The lyrics of the first song in the movie says something that can be roughly translated to ‘a bird that has left its nest’ which is not fully accurate because June is on her way back to her nest. And that’s the overall understanding I made of this movie; it moves back and forth between trying to be something and being something else altogether.

In this piece, I will be mostly only looking at the first part of the movie, their school days. When they show high school life in Kerala in such an honest manner, the portrayal just felt like someone had taped my actual school proceedings. It is adorable, truthful and innocent and the various characters stick out in the manner they are supposed to. They do play to some stereotypes; there is a girl from Bangalore who has short hair, a boy who has some gulf connections overdoes himself in class and so on. The two characters whose arc I was very invested in, besides the eponymic June herself, was Fida and Noel. Fida, with her thattam and dreams of being a supermodel, came across as a confident girl who was very sure of herself and what she wanted to do. Fida’s arc however ends with her being the tired mother of a child who says ‘who has time for these silly things’ when someone mentions her beautiful hair. In our introduction to Noel, we meet a nervous and stuttering boy who is not very confident in Malayalam as he has grown up in Mumbai. By the end of his school arc, we meet a confident boy who speaks without stuttering in his mix of Malayalam of English, who feels a sense of belonging and community in the people he has met. 

June herself is a vivacious character, who like other school girls her age, wants to dress up in a supposed attractive manner, emulating actors like Preity Zinta from Dil Chahta Hai. She has braces going into 11th grade and these braces are almost a metonym for growing up. Her family is small and her close relationship with her father is made evident in the scenes that they interact in. It’s a very typical middle class household and sort of reminds you of another Malayalam movie ‘Om Shanthi Oshana’ at certain points. 

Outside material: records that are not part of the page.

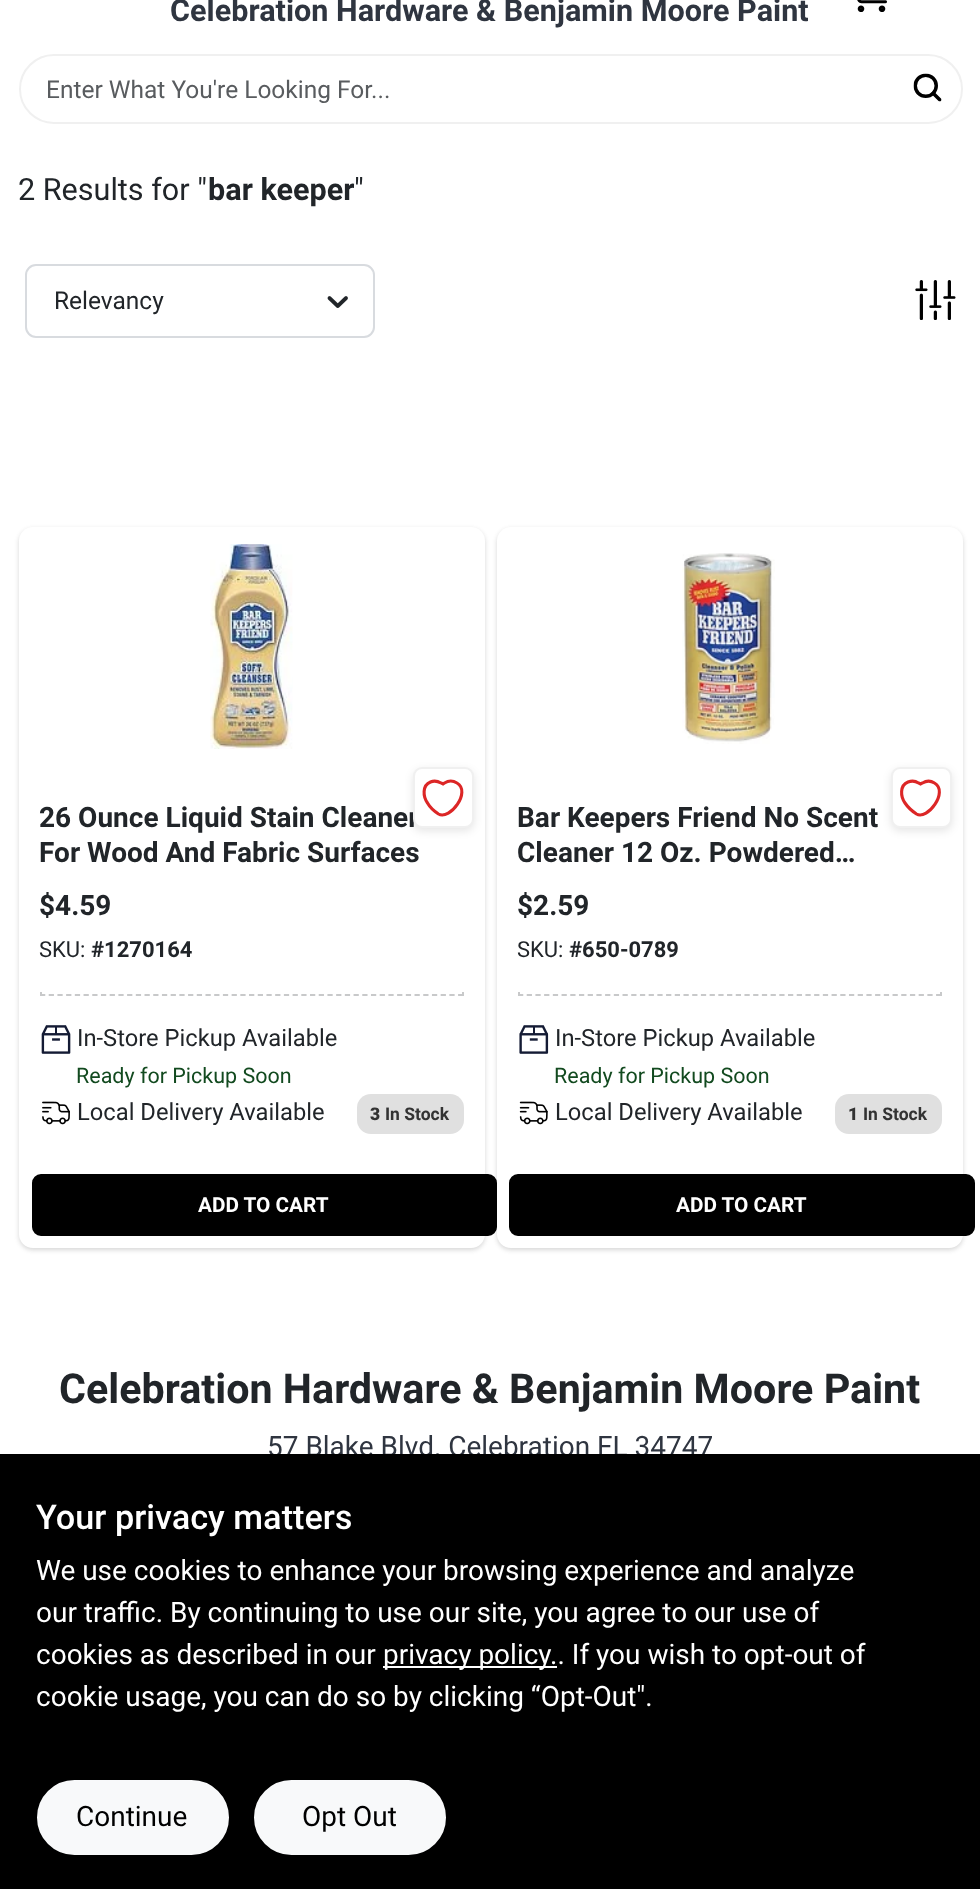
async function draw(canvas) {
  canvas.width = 980;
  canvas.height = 1889;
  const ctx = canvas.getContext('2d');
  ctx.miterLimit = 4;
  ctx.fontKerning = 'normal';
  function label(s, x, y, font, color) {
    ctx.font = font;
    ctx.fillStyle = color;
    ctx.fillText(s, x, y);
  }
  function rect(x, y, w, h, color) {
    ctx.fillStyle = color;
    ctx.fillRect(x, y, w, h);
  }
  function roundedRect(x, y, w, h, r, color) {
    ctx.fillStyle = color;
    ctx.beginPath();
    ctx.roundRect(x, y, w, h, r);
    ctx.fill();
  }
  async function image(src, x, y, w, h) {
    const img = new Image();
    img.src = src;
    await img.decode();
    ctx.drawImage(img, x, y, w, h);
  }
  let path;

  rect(0, 0, 980, 1889, '#fff');
  label('Celebration Hardware & Benjamin Moore Paint', 170, 21, 'bold 30.6px Roboto', '#2f3540');
  await image('assets/img1.png', 857, 0, 30, 12);
  ctx.beginPath();
  ctx.roundRect(20, 55, 942, 68, 34);
  ctx.strokeStyle = '#f0f0f0';
  ctx.lineWidth = 2;
  ctx.stroke();
  label('Enter What You\'re Looking For...', 46, 98, '24.5px Roboto', '#595c5f');
  await image('assets/img2.png', 913, 73, 29, 29);
  label('2 Results for "', 18, 200, '30.6px Roboto', '#212529');
  label('bar keeper', 208, 200, 'bold 30.6px Roboto', '#212529');
  label('"', 354, 200, '30.6px Roboto', '#212529');
  ctx.beginPath();
  ctx.roundRect(26, 265, 348, 72, 10);
  ctx.strokeStyle = '#d8dbdf';
  ctx.stroke();
  label('Relevancy', 54, 309, '24.5px Roboto', '#212529');
  await image('assets/img3.png', 327, 296, 21, 12);
  await image('assets/img4.png', 915, 280, 41, 40);
  ctx.fillStyle = '#0000000f';
  ctx.filter = 'blur(2px)';
  ctx.beginPath();
  ctx.roundRect(19, 529, 466, 721, 14);
  ctx.fill();
  ctx.filter = 'none';
  ctx.fillStyle = '#0000001a';
  ctx.filter = 'blur(2.5px)';
  ctx.beginPath();
  ctx.roundRect(19, 529, 466, 721, 14);
  ctx.fill();
  ctx.filter = 'none';
  roundedRect(19, 527, 466, 721, 14, '#fff');
  await image('assets/img5.png', 210, 544, 83, 205);
  ctx.fillStyle = '#0000001a';
  ctx.filter = 'blur(4.5px)';
  ctx.beginPath();
  ctx.roundRect(413, 770, 61, 61, 9);
  ctx.fill();
  ctx.filter = 'none';
  label('26 Ounce Liquid Stain Cleaner', 39, 827, 'bold 28px Roboto', '#212529');
  ctx.fillStyle = '#fff';
  ctx.beginPath();
  ctx.roundRect(414, 768, 59, 59, 8);
  ctx.fill();
  ctx.strokeStyle = '#f0f0f0';
  ctx.stroke();
  path = new Path2D('M457 783C453 780.5 448.5 780.5 444.5 783L443 784L441 783C437.5 781 434 780.5 430.5 782C422 785.5 423 796.5 427.5 803C430 807.5 434 811 438.5 814C450 820.5 471.5 791.5 457 783Z');
  ctx.strokeStyle = '#dc2626';
  ctx.lineWidth = 3.1;
  ctx.lineCap = 'round';
  ctx.stroke(path);
  label('For Wood And Fabric Surfaces', 39, 862, 'bold 28px Roboto', '#212529');
  label('$4.59', 39, 915, 'bold 28px Roboto', '#212529');
  label('SKU:', 39, 957, '22px Roboto', '#212529');
  label('#1270164', 91, 957, 'bold 22px Roboto', '#212529');
  rect(462, 992, 2, 4, '#c8c9ca');
  path = new Path2D('M40 995H464');
  ctx.strokeStyle = '#c8c9ca';
  ctx.lineWidth = 1.8;
  ctx.lineCap = 'butt';
  ctx.setLineDash([5.25, 3.46]);
  ctx.stroke(path);
  rect(40, 992, 2, 4, '#c8c9ca');
  await image('assets/img6.png', 41, 1025, 30, 29);
  label('In-Store Pickup Available', 77, 1046, '23.75px Roboto', '#212529');
  label('Ready for Pickup Soon', 76, 1083, '21.5px Roboto', '#124a1f');
  await image('assets/img7.png', 42, 1101, 28, 24);
  label('Local Delivery Available', 77, 1120, '23.75px Roboto', '#212529');
  roundedRect(357, 1094, 107, 40, 14, '#e0e0e0');
  label('3', 370, 1120, '900 17.5px Roboto', '#333');
  label('In Stock', 385, 1120, 'bold 17.5px Roboto', '#333');
  ctx.fillStyle = '#000';
  ctx.beginPath();
  ctx.roundRect(33, 1175, 463, 60, 8);
  ctx.fill();
  ctx.strokeStyle = '#000';
  ctx.lineWidth = 2;
  ctx.setLineDash([]);
  ctx.stroke();
  label('ADD TO CART', 198, 1212, 'bold 20.75px Roboto', '#fff');
  ctx.fillStyle = '#0000000f';
  ctx.filter = 'blur(2px)';
  ctx.beginPath();
  ctx.roundRect(497, 529, 466, 721, 14);
  ctx.fill();
  ctx.filter = 'none';
  ctx.fillStyle = '#0000001a';
  ctx.filter = 'blur(2.5px)';
  ctx.beginPath();
  ctx.roundRect(497, 529, 466, 721, 14);
  ctx.fill();
  ctx.filter = 'none';
  roundedRect(497, 527, 466, 721, 14, '#fff');
  await image('assets/img8.png', 682, 553, 93, 191);
  ctx.fillStyle = '#0000001a';
  ctx.filter = 'blur(4.5px)';
  ctx.beginPath();
  ctx.roundRect(891, 770, 61, 61, 9);
  ctx.fill();
  ctx.filter = 'none';
  ctx.fillStyle = '#fff';
  ctx.beginPath();
  ctx.roundRect(892, 768, 59, 59, 8);
  ctx.fill();
  ctx.strokeStyle = '#f0f0f0';
  ctx.stroke();
  path = new Path2D('M934.5 783C930.5 780.5 926.5 780.5 922.5 783L920.5 784L918.5 783C915.5 781 912 780.5 908 782C899.5 785.5 900.5 796.5 905 803C908 807.5 912 811 916.5 814C927.5 820.5 949 791.5 934.5 783Z');
  ctx.strokeStyle = '#dc2626';
  ctx.lineWidth = 3.1;
  ctx.lineCap = 'round';
  ctx.stroke(path);
  label('Bar Keepers Friend No Scent', 517, 827, 'bold 28px Roboto', '#212529');
  label('Cleaner 12 Oz. Powdered…', 517, 862, 'bold 28px Roboto', '#212529');
  label('$2.59', 517, 915, 'bold 28px Roboto', '#212529');
  label('SKU:', 517, 957, '22px Roboto', '#212529');
  label('#650-0789', 569, 957, 'bold 22px Roboto', '#212529');
  rect(940, 992, 2, 4, '#c8c9ca');
  path = new Path2D('M518 995H941.5');
  ctx.strokeStyle = '#c8c9ca';
  ctx.lineWidth = 1.8;
  ctx.lineCap = 'butt';
  ctx.setLineDash([5.25, 3.46]);
  ctx.stroke(path);
  rect(518, 992, 2, 4, '#c8c9ca');
  await image('assets/img9.png', 519, 1025, 30, 29);
  label('In-Store Pickup Available', 555, 1046, '23.75px Roboto', '#212529');
  label('Ready for Pickup Soon', 554, 1083, '21.5px Roboto', '#124a1f');
  await image('assets/img10.png', 519, 1101, 29, 24);
  label('Local Delivery Available', 555, 1120, '23.75px Roboto', '#212529');
  roundedRect(835, 1094, 107, 40, 14, '#e0e0e0');
  label('1', 848, 1120, '900 17.5px Roboto', '#333');
  label('In Stock', 863, 1120, 'bold 17.5px Roboto', '#333');
  ctx.fillStyle = '#000';
  ctx.beginPath();
  ctx.roundRect(510, 1175, 464, 60, 8);
  ctx.fill();
  ctx.strokeStyle = '#000';
  ctx.lineWidth = 2;
  ctx.setLineDash([]);
  ctx.stroke();
  label('ADD TO CART', 676, 1212, 'bold 20.75px Roboto', '#fff');
  label('Celebration Hardware & Benjamin Moore Paint', 59, 1403, 'bold 41.25px Roboto', '#212529');
  label('57 Blake Blvd. Celebration FL 34747', 267, 1456, '28px Roboto', '#2f3540');
  rect(0, 1454, 980, 435, '#000');
  label('Your privacy matters', 36, 1529, '500 34.25px Roboto', '#fff');
  label('We use cookies to enhance your browsing experience and analyze', 36, 1580, '28px Roboto', '#fff');
  label('our traffic. By continuing to use our site, you agree to our use of', 36, 1622, '28px Roboto', '#fff');
  label('cookies as described in our', 36, 1664, '28px Roboto', '#fff');
  rect(383, 1666, 174, 2, '#fff');
  label('privacy policy.. If you wish to opt-out of', 383, 1664, '28px Roboto', '#fff');
  label('cookie usage, you can do so by clicking “Opt-Out".', 36, 1706, '28px Roboto', '#fff');
  ctx.fillStyle = '#f8f9fa';
  ctx.beginPath();
  ctx.roundRect(38, 1781, 190, 73, 36.5);
  ctx.fill();
  ctx.strokeStyle = '#f8f9fa';
  ctx.stroke();
  label('Continue', 76, 1826, '28px Roboto', '#000');
  ctx.fillStyle = '#f8f9fa';
  ctx.beginPath();
  ctx.roundRect(255, 1781, 190, 73, 36.5);
  ctx.fill();
  ctx.stroke();
  label('Opt Out', 302, 1826, '28px Roboto', '#000');
}

draw(document.querySelector('canvas'));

Many of the coming of age movies that we see in popular media, especially in India, are so incredibly male dominated that the only space there are for women and girls in them are when they appear as objects of interest, or love interests. Very rarely have people made films that showcase female friendships, much less girls growing up and the fun and tragedies that they evoke. June captures the all too familiar insecurities, the liberties you can take with your female friends, the power of haircuts and things that are very personal to growing up, for a girl, and especially for a girl in Kerala. It is true that more often than not, I haven’t been able to relate to so many young adult male dominated films because they showed things that I wasn’t ever able to do and wasn’t allowed to do when I was growing up. And there is a point in the film that showcases this pain of the trivial things that boys can so easily enjoy. She goes with four of her male friends to visit a college, having lied at home about where she’s going and with whom she’s going. But the repercussions that await her are drastically different from what the boys go through.

That moment when the young, playful school yard romance dies is almost painful to watch because as someone who has grown up in Kerala, I have heard almost the same dialogues being thrown at some of my friends when their relationships ‘got caught’ at home. “You’re a girl, what will happen when everyone comes to know” – the insinuations and implications made, show the depth at which a girl’s stumbling through her teenage life can be more scarring to her than the umpteen mistakes and troubles that a boy is allowed to make. 

At its heart, June is a movie about growing up, coming of age in a Kerala that wants its daughters to be worldly, well educated and working, but also thinks of marriage as a requirement in that journey to adulthood. It also inevitably encourages, subtly perhaps, the long standing tradition of arranged marriage. And this disappointed me.